Winemaking is not about grapes.

I will pause now, while winemakers all over the world scream.

Do you want to know why winemaking is not about grapes? Sure, you do.

It’s because vineyard management is about grapes. Vineyard managers spend their whole life learning about grapes, nursing grapes, talking to grapes.

Winemaking is about making choices once they have the grapes.

Some winemakers have influence over the vineyard manager about things like pruning or yields or whatever. But, the vineyard manager grows the grapes and gets them ripe for harvest—OK, well no one can order the grapes to ripen, that’s God’s work.

But, the vineyard manager cultivates the grapes and gives them the best possible situation to ripen.

Winemaking is a whole different set of very specialized skills. Decisions about fermentation, how to handle the grapes once they are in the winery, whether to barrel age and how long, what kind of barrels to use, adjusting acid levels—those kinds of things—are all choices, just like the choices every artist makes.
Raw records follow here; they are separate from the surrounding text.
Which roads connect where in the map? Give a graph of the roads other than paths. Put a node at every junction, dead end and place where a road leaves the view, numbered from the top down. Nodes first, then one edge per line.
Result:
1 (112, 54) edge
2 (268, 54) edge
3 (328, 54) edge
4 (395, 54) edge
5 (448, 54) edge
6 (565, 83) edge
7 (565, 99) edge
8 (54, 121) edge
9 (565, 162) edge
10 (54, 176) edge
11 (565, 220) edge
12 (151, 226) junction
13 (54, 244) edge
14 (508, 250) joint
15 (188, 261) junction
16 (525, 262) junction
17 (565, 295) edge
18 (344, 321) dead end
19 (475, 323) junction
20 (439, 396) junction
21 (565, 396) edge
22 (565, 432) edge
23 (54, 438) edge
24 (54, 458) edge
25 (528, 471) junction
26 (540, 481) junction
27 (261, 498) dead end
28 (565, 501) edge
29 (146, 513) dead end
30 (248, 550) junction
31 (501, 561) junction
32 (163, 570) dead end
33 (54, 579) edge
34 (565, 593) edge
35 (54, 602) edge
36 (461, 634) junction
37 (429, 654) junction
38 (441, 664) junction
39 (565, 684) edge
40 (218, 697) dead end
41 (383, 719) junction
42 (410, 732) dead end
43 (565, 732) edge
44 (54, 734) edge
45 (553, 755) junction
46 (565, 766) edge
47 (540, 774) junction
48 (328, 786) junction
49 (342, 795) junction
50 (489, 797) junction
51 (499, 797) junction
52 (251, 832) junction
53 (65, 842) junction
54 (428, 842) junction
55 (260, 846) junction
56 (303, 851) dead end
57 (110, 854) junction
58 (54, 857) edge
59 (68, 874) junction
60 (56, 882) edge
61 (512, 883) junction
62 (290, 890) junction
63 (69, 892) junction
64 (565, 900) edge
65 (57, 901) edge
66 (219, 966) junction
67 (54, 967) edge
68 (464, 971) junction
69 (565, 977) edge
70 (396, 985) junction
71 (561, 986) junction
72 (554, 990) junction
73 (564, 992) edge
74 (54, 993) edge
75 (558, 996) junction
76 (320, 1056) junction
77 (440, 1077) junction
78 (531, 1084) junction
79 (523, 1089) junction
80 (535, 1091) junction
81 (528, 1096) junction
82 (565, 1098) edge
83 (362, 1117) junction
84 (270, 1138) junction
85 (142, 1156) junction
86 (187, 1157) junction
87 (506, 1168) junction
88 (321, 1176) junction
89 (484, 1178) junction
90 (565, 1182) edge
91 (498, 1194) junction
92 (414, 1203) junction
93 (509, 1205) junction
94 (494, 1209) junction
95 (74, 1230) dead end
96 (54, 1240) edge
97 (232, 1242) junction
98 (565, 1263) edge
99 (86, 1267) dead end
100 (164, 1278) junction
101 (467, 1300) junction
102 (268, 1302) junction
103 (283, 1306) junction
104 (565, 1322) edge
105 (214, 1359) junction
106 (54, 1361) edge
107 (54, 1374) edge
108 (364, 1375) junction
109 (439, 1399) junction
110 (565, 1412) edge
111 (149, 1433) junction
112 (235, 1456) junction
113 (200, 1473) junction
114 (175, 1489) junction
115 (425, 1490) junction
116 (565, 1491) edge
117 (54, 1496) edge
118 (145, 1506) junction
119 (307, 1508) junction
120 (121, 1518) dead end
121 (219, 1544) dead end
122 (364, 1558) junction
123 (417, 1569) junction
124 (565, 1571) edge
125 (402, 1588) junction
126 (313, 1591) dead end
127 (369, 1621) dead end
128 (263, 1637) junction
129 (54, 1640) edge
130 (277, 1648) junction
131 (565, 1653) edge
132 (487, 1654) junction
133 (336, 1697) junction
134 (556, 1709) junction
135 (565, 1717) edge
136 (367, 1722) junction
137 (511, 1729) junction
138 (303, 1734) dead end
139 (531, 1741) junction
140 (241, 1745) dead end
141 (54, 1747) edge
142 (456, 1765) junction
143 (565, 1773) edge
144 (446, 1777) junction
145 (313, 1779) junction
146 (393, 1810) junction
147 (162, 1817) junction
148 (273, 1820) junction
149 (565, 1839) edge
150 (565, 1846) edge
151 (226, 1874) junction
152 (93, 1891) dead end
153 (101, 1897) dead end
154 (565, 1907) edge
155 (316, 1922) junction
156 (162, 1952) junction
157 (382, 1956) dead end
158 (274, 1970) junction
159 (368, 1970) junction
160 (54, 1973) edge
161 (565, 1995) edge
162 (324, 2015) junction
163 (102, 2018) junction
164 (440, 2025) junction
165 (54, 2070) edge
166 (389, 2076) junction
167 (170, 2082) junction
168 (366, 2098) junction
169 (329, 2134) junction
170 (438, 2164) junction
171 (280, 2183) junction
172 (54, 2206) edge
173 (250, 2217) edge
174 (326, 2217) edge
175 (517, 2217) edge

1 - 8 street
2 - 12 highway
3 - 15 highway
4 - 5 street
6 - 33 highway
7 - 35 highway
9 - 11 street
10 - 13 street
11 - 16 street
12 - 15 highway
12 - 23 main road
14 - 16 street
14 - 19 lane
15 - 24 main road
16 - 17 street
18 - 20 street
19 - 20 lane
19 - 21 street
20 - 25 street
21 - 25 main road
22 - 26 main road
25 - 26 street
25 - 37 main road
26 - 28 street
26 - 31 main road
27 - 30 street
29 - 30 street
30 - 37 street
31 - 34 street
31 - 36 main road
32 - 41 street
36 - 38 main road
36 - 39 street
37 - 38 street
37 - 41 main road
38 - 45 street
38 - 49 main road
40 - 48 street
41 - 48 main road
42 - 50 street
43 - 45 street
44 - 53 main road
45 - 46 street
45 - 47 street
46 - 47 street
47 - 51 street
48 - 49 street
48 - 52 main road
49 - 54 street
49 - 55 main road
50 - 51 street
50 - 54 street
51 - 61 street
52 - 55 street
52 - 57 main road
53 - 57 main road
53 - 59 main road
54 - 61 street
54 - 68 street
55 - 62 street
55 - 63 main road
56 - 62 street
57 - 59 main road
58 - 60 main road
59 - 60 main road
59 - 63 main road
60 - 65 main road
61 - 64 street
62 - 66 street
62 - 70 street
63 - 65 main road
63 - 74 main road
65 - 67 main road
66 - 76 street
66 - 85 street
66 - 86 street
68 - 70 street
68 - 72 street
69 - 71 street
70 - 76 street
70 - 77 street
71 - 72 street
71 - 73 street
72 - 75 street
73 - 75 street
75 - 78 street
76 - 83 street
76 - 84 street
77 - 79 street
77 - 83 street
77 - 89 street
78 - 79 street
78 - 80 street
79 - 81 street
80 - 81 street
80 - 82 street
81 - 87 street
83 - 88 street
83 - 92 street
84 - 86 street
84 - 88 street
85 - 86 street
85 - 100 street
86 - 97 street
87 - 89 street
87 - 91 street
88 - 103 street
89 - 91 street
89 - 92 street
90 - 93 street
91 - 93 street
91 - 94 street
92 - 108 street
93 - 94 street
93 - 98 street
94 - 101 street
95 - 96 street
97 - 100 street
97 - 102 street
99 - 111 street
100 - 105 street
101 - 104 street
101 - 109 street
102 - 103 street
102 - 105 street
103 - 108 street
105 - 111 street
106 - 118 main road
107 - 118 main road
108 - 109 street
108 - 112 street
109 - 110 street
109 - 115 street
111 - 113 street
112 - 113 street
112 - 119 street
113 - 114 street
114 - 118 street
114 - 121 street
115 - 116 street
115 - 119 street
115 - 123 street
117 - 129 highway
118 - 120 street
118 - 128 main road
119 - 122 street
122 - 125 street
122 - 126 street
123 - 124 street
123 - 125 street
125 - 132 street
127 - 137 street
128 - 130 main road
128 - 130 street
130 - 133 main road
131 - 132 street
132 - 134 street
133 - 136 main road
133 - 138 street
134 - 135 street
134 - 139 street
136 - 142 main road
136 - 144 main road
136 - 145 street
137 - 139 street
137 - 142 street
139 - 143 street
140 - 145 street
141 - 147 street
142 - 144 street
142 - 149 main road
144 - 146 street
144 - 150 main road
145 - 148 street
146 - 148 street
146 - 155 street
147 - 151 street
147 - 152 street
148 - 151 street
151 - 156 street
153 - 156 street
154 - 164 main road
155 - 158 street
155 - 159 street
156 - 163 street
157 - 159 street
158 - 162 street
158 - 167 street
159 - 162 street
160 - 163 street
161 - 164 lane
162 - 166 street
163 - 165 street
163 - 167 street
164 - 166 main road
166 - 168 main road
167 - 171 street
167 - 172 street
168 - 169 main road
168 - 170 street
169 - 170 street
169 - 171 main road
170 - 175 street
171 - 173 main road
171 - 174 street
When I was a young man —back before there was electricity— I studied acting with Lee Strasberg in New York City. He had lots of famous students. I was not one of them.

But, of the untold number of things I learned from him, the most important one was that a great actor is not about emotions. Emotions matter, but a great actor is about choices. An actor chooses to threaten, or seduce or annoy, regardless of what the words say.

In the annals of actual world history, Brutus is the most famous of the assassins who murdered Julius Caesar on the Ides of March way back in ancient Rome.

In different productions of Shakespeare’s play The Tragedy of Julius Caesar, I’ve seen Brutus played in different ways by different actors (Charleton Heston played him in the old movie pretty much no one remembers anymore.)

I’ve seen two different good actors play Brutus in one production as a sniveling weakling, afraid of everything (especially Caesar) and, in another equally good production, as a brutal, fearless Warrior, stabbing Caesar viciously without a single thought.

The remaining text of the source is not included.